By installing a water butt you will save money on your water bill and have a handy source of water that’s perfect for many plants – especially rhododendrons, azaleas and other lime haters (since rain is slightly acidic). We sell easy to install kits that will link your water butts to each other and to the down pipes of your house or garage – perfect for saving all that rain water.

 

Winter Pruning

If you own an apple and/or pear tree, January is the best time to do the main formative pruning for both types of fruit, but only if there’s a really good reason to do so. Pruning just for the sake of it can cause problems later on as the trees can react by producing lots of young shoots that can take three or four years to start fruiting.

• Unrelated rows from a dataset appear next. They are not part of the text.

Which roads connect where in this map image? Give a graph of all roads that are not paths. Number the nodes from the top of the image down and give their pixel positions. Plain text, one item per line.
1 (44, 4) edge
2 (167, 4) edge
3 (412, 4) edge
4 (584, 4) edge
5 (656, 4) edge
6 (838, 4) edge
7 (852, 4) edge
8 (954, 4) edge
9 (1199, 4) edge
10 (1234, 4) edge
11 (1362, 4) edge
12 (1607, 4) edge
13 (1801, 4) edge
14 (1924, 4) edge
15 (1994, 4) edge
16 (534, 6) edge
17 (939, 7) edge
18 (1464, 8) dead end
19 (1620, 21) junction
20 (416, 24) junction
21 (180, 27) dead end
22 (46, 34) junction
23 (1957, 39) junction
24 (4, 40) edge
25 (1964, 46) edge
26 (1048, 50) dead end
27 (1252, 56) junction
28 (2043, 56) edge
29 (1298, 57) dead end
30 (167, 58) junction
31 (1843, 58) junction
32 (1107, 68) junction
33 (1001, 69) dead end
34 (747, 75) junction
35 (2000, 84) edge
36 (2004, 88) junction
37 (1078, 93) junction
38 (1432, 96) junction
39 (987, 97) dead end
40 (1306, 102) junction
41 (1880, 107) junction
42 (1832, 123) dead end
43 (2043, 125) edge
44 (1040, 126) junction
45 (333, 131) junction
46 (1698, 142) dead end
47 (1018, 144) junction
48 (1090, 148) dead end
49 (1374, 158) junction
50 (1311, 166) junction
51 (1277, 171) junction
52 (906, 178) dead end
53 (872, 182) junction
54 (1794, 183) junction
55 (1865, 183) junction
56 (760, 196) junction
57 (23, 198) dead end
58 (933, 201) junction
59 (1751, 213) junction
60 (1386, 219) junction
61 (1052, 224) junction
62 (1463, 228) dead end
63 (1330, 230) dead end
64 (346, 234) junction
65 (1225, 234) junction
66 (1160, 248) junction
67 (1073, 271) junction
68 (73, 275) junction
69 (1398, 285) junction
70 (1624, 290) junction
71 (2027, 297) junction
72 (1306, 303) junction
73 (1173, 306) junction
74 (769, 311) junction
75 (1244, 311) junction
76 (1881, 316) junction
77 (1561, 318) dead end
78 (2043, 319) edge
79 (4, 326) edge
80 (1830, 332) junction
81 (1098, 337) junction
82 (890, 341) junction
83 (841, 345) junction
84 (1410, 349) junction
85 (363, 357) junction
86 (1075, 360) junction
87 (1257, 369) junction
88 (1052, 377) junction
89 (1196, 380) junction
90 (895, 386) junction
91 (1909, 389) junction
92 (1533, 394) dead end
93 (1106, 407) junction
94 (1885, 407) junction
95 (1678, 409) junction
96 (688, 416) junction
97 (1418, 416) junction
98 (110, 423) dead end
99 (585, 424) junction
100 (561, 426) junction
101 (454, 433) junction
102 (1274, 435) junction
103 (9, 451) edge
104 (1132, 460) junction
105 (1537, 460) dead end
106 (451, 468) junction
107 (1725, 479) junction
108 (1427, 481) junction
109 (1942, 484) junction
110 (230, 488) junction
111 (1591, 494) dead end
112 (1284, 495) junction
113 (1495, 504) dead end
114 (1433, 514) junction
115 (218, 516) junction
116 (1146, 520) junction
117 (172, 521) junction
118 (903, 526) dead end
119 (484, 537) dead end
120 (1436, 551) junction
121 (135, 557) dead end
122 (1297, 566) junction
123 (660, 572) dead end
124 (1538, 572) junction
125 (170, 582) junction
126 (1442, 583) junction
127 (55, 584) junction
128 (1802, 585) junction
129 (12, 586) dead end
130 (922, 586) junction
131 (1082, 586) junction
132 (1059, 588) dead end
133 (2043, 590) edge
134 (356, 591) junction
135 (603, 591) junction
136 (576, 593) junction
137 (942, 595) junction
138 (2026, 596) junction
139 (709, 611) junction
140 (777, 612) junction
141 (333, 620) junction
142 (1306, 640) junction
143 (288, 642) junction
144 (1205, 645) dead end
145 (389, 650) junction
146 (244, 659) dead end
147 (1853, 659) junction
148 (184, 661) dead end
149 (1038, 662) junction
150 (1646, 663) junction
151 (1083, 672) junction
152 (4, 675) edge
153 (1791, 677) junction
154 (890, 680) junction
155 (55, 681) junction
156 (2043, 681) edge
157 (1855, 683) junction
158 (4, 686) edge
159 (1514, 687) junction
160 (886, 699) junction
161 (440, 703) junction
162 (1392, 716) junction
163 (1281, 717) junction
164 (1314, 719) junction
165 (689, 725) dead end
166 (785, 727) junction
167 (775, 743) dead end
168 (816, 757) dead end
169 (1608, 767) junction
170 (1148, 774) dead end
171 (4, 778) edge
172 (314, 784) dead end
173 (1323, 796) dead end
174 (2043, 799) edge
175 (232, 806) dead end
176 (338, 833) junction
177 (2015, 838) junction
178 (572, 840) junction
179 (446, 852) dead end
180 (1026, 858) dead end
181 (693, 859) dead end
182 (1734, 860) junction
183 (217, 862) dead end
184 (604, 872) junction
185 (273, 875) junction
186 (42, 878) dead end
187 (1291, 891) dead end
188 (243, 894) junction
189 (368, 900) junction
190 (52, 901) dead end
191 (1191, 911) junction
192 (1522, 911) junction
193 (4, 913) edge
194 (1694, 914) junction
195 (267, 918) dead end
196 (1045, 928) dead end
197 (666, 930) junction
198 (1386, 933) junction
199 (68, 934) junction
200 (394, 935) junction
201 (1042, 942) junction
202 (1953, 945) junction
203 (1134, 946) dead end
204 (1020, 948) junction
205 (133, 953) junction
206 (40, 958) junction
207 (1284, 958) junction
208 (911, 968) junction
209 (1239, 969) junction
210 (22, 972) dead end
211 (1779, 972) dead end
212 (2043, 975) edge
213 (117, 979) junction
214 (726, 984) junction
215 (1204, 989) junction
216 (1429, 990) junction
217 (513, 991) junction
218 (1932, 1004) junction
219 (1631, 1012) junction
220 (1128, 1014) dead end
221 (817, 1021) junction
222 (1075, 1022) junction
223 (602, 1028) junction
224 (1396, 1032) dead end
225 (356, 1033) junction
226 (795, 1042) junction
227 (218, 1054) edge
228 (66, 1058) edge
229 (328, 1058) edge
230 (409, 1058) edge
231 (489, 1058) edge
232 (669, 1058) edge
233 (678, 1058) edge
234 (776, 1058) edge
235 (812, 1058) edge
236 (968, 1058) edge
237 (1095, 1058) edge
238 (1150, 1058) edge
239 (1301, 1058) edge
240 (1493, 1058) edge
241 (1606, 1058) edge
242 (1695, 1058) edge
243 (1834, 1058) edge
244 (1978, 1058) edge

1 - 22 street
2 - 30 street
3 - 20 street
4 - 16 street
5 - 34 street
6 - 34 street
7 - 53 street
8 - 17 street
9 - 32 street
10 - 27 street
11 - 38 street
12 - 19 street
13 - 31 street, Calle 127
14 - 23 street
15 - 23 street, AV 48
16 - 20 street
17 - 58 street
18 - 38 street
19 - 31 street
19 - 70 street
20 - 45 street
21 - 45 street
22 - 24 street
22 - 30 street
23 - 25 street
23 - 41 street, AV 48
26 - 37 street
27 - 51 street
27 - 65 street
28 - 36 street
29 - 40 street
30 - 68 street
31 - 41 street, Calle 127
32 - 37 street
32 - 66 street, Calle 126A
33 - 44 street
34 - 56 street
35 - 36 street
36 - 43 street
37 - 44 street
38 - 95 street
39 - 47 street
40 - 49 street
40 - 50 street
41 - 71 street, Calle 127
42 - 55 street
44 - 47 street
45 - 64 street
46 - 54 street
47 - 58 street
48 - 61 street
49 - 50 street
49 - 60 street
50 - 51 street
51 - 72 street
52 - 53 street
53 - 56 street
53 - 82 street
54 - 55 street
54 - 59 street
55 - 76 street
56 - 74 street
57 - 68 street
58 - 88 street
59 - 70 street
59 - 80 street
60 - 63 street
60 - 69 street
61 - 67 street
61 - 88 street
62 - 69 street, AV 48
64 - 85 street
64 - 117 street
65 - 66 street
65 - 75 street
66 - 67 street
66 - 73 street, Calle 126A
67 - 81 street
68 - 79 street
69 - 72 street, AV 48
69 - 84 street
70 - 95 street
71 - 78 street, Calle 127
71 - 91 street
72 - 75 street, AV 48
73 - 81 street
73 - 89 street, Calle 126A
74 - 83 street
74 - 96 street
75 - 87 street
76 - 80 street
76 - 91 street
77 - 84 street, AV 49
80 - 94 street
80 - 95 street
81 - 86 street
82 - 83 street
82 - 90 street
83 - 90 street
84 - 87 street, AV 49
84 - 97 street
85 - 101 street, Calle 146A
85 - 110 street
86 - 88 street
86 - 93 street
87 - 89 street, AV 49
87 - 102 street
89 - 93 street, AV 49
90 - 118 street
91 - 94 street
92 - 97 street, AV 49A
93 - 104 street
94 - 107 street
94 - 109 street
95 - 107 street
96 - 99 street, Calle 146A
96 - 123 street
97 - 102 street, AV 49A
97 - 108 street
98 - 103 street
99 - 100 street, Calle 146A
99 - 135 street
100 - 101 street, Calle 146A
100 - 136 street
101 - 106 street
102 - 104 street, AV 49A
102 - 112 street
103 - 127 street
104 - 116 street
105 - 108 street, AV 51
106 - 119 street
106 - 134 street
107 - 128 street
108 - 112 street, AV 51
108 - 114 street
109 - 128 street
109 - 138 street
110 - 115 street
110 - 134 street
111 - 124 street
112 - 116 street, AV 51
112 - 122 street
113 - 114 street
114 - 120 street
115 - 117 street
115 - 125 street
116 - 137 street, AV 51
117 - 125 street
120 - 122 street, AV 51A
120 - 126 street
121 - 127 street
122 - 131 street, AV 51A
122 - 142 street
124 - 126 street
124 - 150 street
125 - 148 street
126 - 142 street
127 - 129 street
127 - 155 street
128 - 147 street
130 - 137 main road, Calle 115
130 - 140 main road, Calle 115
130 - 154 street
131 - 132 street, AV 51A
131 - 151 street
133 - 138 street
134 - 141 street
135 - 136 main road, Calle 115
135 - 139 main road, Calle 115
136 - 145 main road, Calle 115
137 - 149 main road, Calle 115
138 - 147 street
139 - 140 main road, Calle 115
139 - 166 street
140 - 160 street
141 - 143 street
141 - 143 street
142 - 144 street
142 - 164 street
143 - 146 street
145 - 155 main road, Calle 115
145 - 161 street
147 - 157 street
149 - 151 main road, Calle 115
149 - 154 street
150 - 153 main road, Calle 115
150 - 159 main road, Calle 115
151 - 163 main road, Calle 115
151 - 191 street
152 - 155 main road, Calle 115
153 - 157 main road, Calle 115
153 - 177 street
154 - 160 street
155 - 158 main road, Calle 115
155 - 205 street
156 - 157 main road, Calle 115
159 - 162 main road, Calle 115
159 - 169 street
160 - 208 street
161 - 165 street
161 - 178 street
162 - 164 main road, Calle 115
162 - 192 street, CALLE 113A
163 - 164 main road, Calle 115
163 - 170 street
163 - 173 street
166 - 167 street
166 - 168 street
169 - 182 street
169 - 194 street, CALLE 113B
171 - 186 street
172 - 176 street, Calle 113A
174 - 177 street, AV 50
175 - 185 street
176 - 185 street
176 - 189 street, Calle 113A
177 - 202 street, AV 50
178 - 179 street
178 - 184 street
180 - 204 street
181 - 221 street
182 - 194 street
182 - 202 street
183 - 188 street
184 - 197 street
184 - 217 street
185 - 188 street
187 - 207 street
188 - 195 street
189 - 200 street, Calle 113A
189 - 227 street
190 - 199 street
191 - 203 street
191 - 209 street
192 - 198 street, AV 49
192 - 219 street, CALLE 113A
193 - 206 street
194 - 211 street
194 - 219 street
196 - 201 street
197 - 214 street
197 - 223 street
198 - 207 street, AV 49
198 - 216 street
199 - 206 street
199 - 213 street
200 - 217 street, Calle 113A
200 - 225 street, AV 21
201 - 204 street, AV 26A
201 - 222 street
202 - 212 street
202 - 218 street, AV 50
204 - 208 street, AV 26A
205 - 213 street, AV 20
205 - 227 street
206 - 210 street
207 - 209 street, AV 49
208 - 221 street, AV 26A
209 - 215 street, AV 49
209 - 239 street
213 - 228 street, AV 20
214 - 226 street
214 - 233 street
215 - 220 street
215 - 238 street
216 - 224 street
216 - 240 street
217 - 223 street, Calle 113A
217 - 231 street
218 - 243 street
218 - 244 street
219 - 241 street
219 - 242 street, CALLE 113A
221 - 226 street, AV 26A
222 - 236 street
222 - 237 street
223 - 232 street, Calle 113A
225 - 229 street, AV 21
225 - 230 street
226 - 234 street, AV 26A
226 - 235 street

Always try to aim to remove a few large branches rather than lots of thin branches. Your tool of choice should be a saw rather than secateurs. Start by removing the four d’s. That’s branches that are dead, dying, diseased or damaged. Then remove branches that are too low, such as those that hit you in the face if you’re mowing and then finally remove any branches that are rubbing each other or crossing from one side of the tree to the other. The aim is to always try and maintain a goblet shaped tree with an open centre. Usually there’s no need to cover the pruning cuts with a sealant, providing you use sharp tools that produce a good clean cut. Only use one when there’s a lot of disease present in the tree and the pruning cuts could spread the disease. Finally to ensure the tree recovers from the shock of pruning and produces plenty of fruit, we would give a really good feed of granular fertiliser in the spring.

Both our centres are well stocked with the tools for the job and our plant team will be pleased to offer some additional advice.

Seed potatoes

Seed potatoes

Seed potatoes are now available to buy from our garden centres. Some of our customers have asked about the best way of getting their potatoes off to a flying start and how to achieve bumper crops so here is our short guide to getting the best results from your seed potatoes.

January is too early to plant the seed potato tubers outside as they’re not frost hardy. Planting out should be done from mid to late spring, but they can be started into growth now. This is called chitting (careful how you say it) and it helps ensure better and bigger crops in the summer. This is a good idea especially for early varieties, but it will also improve the performance of main crops too.

When you get the tubers home, stand them upright with the eye-end, that’s the end with the most buds or eyes as they’re often called, uppermost. You can even stand them in a seed tray or an egg box is particularly useful as it will help keep them stable and upright. You need to then put them somewhere reasonably cool, but frost free and in good light. Within a few weeks the tubers will start to sprout and produce young shoots from the eyes. It’s important that the tubers are kept in good light otherwise the shoots become long and thin. What you’re after are strong, healthy, squat shoots that reach a couple of inches high by planting out time. Then when it comes to planting out, always add plenty of organic matter to the soil plus a good dressing of a general granular fertiliser and if you wish a scattering of slug pellets or other slug control method to help keep these pests away.

If you have a small garden but would still like to benefit from home grown potatoes you still can. Many of our team have grown potatoes in sacks. You can even buy specifically designed sacks with a handy velcro lift up side panel so you can keep an eye on your crop from below and gather your crop easily! We sell small bags of seed potatoes as well as larger ones and with lots of varieties to choose from all that’s left to plan are your potato recipes!